The introduction of the euro not only heralded a new stage in European economic integration but, also, an important potential challenge to the dominance of the U.S. dollar as the international reserve currency. Indeed, it presaged a real threat to U.S. global primacy. As Helmut Schmidt, former German Chancellor, observed, the euro would "set up a monumental conflicts it will change the whole world situation so that the United States can no longer call all the shots." [31] Poignantly, some in the U.S. also came to the same conclusion. Martin Feldstein, former head of the President’s Council of Economic Advisors, stated that the monetary integration of Europe could alter "the political character of Europe in ways that could lead to confrontation with the United States." He went on further to emphasize that the European monetary union could lead to a world that was "very different and not necessarily a safer place." [32]

These developments underscored serious inter-imperialist contradictions. The euro has increased markedly in strength, trading at more than one to one against the U.S. dollar and is, thus, mounting a serious challenge to the U.S. dollar as the world’s dominant currency. Moreover, the European Union -- in particular Germany and France -- desire to challenge the characterization vis-à-vis the U.S. of being economic giants but political dwarfs.
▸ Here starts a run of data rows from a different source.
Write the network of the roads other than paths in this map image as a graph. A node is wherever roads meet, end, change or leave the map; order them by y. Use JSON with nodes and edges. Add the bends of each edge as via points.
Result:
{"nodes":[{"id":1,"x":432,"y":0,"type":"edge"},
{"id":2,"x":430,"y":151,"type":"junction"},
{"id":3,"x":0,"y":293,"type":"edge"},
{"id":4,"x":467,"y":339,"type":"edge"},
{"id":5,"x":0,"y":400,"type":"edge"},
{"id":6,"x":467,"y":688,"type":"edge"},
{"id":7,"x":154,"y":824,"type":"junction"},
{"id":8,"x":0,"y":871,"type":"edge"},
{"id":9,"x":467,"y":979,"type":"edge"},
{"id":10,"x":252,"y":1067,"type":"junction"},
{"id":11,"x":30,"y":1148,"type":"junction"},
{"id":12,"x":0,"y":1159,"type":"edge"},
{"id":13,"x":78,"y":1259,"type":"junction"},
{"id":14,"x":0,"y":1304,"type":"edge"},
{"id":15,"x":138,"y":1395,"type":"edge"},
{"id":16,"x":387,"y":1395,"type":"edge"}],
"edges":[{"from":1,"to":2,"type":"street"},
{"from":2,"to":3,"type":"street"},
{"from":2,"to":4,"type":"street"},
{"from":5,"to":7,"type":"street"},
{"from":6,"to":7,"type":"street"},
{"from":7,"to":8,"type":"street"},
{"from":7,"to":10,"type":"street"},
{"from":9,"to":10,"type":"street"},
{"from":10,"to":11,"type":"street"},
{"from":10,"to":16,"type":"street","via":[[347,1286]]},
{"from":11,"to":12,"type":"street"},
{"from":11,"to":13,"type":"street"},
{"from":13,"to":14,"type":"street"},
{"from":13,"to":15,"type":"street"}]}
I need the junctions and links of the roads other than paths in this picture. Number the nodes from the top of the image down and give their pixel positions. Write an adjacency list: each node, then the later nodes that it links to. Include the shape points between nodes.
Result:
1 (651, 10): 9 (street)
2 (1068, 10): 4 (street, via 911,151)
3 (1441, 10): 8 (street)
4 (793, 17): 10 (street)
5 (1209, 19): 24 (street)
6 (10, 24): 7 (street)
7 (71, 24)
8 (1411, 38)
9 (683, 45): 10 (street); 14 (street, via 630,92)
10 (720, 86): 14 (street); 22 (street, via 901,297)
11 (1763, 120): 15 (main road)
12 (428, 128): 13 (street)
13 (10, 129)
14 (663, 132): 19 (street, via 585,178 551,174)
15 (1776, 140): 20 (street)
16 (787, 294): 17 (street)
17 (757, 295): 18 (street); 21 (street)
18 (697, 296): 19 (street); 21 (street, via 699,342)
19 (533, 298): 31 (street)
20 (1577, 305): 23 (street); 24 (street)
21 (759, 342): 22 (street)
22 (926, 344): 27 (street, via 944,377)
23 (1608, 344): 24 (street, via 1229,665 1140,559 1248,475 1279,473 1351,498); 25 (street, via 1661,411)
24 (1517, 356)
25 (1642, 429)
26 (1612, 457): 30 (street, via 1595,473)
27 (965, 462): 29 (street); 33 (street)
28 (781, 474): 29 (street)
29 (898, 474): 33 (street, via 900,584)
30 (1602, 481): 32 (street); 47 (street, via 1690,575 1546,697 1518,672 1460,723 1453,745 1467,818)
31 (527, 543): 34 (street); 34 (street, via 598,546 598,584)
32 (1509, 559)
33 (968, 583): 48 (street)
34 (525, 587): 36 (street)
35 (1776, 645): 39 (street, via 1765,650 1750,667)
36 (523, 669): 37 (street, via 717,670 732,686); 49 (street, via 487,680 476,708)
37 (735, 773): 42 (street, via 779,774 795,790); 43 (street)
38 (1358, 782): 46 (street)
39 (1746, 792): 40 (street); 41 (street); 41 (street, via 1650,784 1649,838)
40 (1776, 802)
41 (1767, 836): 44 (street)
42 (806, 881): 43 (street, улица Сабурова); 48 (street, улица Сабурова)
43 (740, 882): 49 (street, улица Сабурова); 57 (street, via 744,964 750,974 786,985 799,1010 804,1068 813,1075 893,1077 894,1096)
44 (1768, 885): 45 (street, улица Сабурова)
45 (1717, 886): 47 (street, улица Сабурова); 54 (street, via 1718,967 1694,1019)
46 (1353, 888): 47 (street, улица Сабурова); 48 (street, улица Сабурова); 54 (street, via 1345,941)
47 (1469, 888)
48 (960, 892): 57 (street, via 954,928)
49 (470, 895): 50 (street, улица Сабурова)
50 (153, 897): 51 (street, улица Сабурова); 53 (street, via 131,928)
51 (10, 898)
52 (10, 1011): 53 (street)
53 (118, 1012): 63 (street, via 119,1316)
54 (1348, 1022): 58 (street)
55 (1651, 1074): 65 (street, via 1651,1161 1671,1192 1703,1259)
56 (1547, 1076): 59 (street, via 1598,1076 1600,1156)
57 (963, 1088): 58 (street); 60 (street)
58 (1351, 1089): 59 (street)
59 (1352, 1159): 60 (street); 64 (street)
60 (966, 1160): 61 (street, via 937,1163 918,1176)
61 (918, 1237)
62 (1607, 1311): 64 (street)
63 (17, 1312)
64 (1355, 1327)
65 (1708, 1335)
In short, the European Union -- especially an increasingly assertive Berlin and Paris -- represent the most powerful challenge to U.S. global ascendancy, both economically -- as one of the largest economic units in the world -- and by its ever-growing independence from Washington’s dictate.

Critical to the project of maintaining U.S. hegemony, specifically ensuring that the European Union "knows" its place, is the reshaping of the Middle East according to U.S. imperial schemes. All the U.S. government’s purported "reasons" for war in Iraq are a smokescreen to hide the true intention of Middle East domination, its oil included, for purposes of keeping Europe in check and dominating Asia. This requires reducing the region to a situation akin to the colonial status that existed before World War II. This is the task which the first Bush administration set itself under the so-called New World Order and is now being consummated by the second Bush administration. A September 10, 2002 article in the Boston Globe captured the intended scheme: "Iraq, the hawks argue, is just the first piece of the puzzle. After the ouster of Hussein, they say, the United States will have more leverage to act against Syria and Iran, and will be in a better position to resolve the Israeli-Palestinian conflict, and will be able to rely less on Saudi oil. ‘The goal is not just a new regime in Iraq. The goal is a new Middle East,’ said Raad Alkadiri, an Iraq analyst with PFC, a Washington-based energy consulting organization. ‘The goal has been and remains one of the main driving factors of preemptive action against Iraq.’" A friendly Iraq -- home to the world’s second-largest oil reserves -- would provide an alternative to Saudi Arabia for basing U.S. troops. Its oil would make Saudi Arabia, the world’s largest oil exporter, less important in setting prices, he said. In general, others contend, a U.S. allied-Iraq could work to diminish the influence of OPEC [Organization of the Petroleum Exporting Countries], long dominated by Saudi Arabia, over oil supplies and prices." [33] In fact, it is the destruction of OPEC the U.S. seeks to achieve by extending and cementing its domination over the entire region and, thus, facilitate the projection of their power on a global scale.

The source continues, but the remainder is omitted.